◆ YOUR TASK ◆
From the data, copy out every line in which the word "graph" appears.

◆ PROVIDED ENTRIES ◆

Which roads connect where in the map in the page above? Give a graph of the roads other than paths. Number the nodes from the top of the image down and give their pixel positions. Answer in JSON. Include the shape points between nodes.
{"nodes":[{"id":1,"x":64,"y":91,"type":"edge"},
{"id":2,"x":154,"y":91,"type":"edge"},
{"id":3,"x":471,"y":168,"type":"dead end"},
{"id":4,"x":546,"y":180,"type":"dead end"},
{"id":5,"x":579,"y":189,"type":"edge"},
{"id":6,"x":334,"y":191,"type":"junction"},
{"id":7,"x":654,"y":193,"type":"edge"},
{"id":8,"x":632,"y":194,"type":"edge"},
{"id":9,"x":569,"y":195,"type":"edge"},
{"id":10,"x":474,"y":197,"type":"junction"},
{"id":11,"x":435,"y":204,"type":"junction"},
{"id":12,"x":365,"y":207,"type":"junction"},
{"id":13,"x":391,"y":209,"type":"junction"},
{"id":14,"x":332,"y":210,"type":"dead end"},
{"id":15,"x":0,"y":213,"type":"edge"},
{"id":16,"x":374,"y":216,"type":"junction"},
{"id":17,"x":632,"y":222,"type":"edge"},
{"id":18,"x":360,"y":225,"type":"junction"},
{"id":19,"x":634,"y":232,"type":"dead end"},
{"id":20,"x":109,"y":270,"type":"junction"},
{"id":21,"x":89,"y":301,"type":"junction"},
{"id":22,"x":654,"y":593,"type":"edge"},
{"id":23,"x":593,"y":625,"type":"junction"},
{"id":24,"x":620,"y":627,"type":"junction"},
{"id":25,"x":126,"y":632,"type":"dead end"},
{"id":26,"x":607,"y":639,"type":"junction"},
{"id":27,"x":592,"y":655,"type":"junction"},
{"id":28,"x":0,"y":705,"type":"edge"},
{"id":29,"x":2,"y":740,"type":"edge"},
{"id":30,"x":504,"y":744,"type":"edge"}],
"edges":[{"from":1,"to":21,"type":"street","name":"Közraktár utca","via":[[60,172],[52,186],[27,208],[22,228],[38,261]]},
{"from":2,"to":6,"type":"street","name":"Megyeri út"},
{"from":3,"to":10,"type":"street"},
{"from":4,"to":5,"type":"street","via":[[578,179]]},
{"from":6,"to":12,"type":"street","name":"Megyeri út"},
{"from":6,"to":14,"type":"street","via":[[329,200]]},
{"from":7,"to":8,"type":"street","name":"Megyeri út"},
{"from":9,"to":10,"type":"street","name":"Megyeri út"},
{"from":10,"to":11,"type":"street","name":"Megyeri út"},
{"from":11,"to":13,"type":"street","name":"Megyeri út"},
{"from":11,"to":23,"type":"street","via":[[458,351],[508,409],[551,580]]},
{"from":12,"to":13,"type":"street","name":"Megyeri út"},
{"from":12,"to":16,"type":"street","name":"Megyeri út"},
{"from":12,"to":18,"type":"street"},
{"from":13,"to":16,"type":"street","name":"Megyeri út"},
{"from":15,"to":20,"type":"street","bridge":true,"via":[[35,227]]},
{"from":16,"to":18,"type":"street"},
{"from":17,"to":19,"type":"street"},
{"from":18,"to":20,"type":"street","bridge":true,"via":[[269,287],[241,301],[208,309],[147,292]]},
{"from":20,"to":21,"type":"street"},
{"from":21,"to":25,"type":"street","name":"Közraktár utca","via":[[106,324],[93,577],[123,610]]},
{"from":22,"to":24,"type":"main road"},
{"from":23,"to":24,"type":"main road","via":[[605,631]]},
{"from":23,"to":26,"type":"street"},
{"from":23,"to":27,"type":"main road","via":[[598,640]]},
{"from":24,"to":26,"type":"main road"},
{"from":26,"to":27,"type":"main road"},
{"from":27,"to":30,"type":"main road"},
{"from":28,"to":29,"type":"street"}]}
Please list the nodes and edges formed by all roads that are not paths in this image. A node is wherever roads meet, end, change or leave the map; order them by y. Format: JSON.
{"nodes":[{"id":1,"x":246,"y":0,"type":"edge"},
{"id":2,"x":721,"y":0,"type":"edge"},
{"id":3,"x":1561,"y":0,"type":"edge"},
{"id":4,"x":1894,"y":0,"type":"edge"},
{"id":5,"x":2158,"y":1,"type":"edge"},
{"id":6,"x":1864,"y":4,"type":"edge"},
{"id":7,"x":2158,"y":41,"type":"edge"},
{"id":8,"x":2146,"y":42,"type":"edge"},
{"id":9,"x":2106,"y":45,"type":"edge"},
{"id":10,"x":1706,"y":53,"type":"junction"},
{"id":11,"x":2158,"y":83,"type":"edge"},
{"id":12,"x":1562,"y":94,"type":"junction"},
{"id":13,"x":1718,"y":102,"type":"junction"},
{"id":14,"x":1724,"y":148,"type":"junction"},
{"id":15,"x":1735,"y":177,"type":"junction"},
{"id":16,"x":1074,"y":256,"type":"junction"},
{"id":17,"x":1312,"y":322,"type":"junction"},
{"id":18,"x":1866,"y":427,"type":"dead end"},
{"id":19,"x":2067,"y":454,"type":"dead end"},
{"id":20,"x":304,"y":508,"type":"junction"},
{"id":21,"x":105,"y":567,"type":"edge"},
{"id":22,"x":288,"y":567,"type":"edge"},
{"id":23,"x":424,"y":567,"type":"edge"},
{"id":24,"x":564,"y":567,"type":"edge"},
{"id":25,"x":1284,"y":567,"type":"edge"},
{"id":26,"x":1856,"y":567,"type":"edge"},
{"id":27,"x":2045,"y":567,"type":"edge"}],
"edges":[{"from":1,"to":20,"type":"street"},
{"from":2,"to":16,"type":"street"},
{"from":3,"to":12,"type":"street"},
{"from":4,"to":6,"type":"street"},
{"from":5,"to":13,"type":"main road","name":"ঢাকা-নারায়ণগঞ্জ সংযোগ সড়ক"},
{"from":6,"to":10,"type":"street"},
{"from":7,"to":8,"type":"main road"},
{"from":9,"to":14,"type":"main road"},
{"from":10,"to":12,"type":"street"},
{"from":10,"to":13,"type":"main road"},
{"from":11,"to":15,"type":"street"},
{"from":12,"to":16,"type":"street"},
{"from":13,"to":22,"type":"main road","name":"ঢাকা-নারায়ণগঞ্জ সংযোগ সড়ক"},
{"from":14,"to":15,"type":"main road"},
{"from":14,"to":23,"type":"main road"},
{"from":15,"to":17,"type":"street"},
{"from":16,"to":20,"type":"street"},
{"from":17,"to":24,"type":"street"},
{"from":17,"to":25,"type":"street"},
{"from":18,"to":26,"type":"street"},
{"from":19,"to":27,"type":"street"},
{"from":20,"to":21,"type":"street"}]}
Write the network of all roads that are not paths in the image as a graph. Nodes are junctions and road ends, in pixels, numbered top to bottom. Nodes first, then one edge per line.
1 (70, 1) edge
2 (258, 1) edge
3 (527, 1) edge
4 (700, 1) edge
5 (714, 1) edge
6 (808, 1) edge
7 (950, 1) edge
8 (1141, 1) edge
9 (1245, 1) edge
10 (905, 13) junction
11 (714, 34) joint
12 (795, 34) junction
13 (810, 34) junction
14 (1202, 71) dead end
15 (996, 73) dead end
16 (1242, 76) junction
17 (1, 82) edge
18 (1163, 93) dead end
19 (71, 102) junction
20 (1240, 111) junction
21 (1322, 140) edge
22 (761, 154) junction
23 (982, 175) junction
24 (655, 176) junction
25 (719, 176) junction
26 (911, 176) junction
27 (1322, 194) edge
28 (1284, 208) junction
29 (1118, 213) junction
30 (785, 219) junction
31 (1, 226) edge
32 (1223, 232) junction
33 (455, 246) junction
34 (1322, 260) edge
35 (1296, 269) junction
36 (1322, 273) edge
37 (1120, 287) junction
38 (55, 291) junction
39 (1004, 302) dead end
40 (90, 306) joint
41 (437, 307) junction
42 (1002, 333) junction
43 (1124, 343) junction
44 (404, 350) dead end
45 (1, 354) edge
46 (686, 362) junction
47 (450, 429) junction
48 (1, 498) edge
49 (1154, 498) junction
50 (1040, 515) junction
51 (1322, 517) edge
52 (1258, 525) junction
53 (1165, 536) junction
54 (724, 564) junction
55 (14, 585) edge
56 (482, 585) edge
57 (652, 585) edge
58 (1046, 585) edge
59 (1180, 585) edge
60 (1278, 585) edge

◆ SOLUTION ◆
Which roads connect where in the map in the page above? Give a graph of the roads other than paths. Number the nodes from the top of the image down and give their pixel positions. Answer in JSON. Include the shape points between nodes.
Write the network of all roads that are not paths in the image as a graph. Nodes are junctions and road ends, in pixels, numbered top to bottom. Nodes first, then one edge per line.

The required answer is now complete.